• STUDY MATERIAL:
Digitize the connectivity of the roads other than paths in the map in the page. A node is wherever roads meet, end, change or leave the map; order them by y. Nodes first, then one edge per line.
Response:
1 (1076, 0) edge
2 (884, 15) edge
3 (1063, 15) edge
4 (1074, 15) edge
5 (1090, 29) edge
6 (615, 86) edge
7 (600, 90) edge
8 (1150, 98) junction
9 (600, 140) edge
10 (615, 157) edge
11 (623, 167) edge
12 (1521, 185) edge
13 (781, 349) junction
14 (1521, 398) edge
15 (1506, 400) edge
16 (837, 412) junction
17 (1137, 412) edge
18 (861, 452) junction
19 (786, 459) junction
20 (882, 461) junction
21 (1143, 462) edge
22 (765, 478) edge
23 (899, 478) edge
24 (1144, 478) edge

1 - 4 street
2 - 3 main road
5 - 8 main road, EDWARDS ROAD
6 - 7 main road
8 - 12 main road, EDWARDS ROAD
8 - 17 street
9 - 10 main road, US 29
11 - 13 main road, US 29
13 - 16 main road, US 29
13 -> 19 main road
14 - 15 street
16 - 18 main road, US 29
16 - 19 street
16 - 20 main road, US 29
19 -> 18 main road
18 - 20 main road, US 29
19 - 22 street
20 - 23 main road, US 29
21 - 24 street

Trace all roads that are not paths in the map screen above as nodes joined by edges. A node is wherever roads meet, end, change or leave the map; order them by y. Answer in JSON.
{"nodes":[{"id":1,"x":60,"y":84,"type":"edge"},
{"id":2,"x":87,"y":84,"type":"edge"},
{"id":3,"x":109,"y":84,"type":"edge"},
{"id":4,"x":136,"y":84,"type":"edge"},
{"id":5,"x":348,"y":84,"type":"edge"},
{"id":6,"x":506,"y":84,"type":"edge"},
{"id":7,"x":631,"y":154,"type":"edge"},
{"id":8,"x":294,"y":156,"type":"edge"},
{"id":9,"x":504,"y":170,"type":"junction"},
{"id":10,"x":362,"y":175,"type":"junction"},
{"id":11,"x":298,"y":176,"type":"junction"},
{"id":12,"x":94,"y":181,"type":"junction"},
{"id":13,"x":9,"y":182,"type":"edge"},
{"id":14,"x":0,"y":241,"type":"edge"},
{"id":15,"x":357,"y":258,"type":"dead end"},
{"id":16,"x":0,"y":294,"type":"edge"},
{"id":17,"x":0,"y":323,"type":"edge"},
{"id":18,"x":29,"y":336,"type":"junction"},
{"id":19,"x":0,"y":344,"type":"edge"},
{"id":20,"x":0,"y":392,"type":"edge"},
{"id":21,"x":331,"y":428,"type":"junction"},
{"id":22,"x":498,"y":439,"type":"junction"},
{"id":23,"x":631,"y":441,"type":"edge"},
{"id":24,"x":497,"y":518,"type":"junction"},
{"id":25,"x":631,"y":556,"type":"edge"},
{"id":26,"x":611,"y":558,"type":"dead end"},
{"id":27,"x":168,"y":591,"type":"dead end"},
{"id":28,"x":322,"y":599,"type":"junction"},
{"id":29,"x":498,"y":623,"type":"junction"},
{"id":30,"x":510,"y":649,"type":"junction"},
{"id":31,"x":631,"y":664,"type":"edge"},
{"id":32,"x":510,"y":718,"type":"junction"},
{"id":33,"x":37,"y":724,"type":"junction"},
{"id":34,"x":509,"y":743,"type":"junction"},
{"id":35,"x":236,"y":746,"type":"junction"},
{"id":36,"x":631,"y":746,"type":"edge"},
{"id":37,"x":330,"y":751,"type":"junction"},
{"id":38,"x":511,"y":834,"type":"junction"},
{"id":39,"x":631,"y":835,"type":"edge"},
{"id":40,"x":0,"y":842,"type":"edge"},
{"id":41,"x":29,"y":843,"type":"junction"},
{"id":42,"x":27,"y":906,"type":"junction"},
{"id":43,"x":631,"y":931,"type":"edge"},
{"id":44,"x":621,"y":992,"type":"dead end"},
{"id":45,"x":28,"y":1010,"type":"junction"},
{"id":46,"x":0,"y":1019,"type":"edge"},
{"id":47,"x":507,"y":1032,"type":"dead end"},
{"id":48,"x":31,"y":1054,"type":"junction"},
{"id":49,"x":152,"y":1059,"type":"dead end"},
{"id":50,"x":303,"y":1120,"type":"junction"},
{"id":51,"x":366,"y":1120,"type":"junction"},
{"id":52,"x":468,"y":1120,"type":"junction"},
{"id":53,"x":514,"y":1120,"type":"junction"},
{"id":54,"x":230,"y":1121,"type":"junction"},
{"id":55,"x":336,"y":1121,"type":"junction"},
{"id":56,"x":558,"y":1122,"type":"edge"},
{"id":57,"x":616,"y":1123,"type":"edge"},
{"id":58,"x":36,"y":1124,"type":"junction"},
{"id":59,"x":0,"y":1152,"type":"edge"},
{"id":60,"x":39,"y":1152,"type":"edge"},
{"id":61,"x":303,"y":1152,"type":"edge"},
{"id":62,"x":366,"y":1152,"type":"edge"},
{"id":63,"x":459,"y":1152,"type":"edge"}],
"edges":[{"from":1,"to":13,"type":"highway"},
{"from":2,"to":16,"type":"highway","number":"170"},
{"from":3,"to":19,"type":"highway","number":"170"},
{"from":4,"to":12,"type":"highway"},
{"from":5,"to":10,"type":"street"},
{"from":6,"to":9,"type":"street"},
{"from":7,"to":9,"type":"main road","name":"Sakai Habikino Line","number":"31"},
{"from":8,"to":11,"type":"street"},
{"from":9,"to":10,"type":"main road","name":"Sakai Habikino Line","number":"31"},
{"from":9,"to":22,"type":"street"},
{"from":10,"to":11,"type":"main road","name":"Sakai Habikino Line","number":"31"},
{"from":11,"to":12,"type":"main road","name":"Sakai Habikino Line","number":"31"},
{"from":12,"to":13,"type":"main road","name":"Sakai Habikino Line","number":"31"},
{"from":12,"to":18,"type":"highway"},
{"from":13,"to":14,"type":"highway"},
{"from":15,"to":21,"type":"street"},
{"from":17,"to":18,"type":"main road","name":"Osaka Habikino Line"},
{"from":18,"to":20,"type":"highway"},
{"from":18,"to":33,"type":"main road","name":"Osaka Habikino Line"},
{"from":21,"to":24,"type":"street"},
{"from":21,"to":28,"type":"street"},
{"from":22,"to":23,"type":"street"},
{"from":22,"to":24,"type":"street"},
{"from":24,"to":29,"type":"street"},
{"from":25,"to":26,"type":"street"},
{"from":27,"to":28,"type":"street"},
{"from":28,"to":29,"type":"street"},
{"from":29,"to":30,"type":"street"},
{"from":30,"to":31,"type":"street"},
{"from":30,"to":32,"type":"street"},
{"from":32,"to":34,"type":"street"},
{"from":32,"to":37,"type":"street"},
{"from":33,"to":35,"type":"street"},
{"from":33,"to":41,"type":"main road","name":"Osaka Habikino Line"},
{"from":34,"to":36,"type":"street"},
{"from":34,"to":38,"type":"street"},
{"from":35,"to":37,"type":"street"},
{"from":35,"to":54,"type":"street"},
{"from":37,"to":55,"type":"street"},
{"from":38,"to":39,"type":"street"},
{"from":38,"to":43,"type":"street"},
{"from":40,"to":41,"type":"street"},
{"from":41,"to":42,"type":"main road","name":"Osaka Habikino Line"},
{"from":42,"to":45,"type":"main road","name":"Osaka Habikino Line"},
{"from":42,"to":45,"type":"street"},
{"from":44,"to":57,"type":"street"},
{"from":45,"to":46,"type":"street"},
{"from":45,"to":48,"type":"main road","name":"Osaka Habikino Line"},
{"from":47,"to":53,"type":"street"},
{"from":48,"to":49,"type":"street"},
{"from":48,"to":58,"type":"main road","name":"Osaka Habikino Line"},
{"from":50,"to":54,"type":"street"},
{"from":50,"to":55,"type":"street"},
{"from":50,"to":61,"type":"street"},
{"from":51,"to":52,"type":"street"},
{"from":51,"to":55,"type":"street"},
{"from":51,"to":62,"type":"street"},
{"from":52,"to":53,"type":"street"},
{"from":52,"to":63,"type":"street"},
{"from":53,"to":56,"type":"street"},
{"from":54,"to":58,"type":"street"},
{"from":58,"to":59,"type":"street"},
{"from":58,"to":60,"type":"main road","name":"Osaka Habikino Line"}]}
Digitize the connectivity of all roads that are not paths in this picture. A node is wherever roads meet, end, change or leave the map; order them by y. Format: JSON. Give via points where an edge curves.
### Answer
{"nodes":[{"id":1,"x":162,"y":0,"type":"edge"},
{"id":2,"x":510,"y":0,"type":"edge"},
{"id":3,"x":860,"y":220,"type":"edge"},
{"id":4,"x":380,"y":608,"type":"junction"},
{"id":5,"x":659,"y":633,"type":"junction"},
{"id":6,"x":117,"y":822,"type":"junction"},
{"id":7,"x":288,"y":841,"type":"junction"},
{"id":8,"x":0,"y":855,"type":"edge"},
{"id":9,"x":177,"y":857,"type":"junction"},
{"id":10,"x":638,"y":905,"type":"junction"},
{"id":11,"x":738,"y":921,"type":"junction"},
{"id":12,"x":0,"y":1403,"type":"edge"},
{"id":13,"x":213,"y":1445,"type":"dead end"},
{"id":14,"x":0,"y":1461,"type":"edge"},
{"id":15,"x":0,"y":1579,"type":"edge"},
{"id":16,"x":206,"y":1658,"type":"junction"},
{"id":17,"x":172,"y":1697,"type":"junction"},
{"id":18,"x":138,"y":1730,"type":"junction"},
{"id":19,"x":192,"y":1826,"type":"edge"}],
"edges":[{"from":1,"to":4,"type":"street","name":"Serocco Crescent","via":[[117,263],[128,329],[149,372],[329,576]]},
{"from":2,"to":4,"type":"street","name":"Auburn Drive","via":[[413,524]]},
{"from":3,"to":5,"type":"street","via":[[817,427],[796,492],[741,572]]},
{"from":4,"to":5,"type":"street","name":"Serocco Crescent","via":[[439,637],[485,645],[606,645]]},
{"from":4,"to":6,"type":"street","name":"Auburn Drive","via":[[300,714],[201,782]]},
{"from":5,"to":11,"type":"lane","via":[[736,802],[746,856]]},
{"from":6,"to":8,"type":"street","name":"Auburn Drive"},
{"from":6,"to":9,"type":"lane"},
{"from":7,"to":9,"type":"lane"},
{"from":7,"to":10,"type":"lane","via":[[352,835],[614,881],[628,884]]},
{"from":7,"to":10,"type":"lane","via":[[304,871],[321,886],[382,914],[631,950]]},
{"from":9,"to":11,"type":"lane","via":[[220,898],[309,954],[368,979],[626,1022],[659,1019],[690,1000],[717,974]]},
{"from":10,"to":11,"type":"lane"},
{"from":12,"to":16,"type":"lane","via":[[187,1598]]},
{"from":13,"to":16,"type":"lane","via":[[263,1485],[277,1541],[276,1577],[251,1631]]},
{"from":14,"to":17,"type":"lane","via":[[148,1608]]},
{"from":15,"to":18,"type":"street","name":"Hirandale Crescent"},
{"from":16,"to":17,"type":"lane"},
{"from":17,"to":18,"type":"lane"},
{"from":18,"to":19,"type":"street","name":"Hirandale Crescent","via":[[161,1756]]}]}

• ASSIGNMENT: Using the listing above, pull out all lines that hold the word "Auburn".

• SOLUTION FOR THIS EXERCISE:
{"from":2,"to":4,"type":"street","name":"Auburn Drive","via":[[413,524]]},
{"from":4,"to":6,"type":"street","name":"Auburn Drive","via":[[300,714],[201,782]]},
{"from":6,"to":8,"type":"street","name":"Auburn Drive"},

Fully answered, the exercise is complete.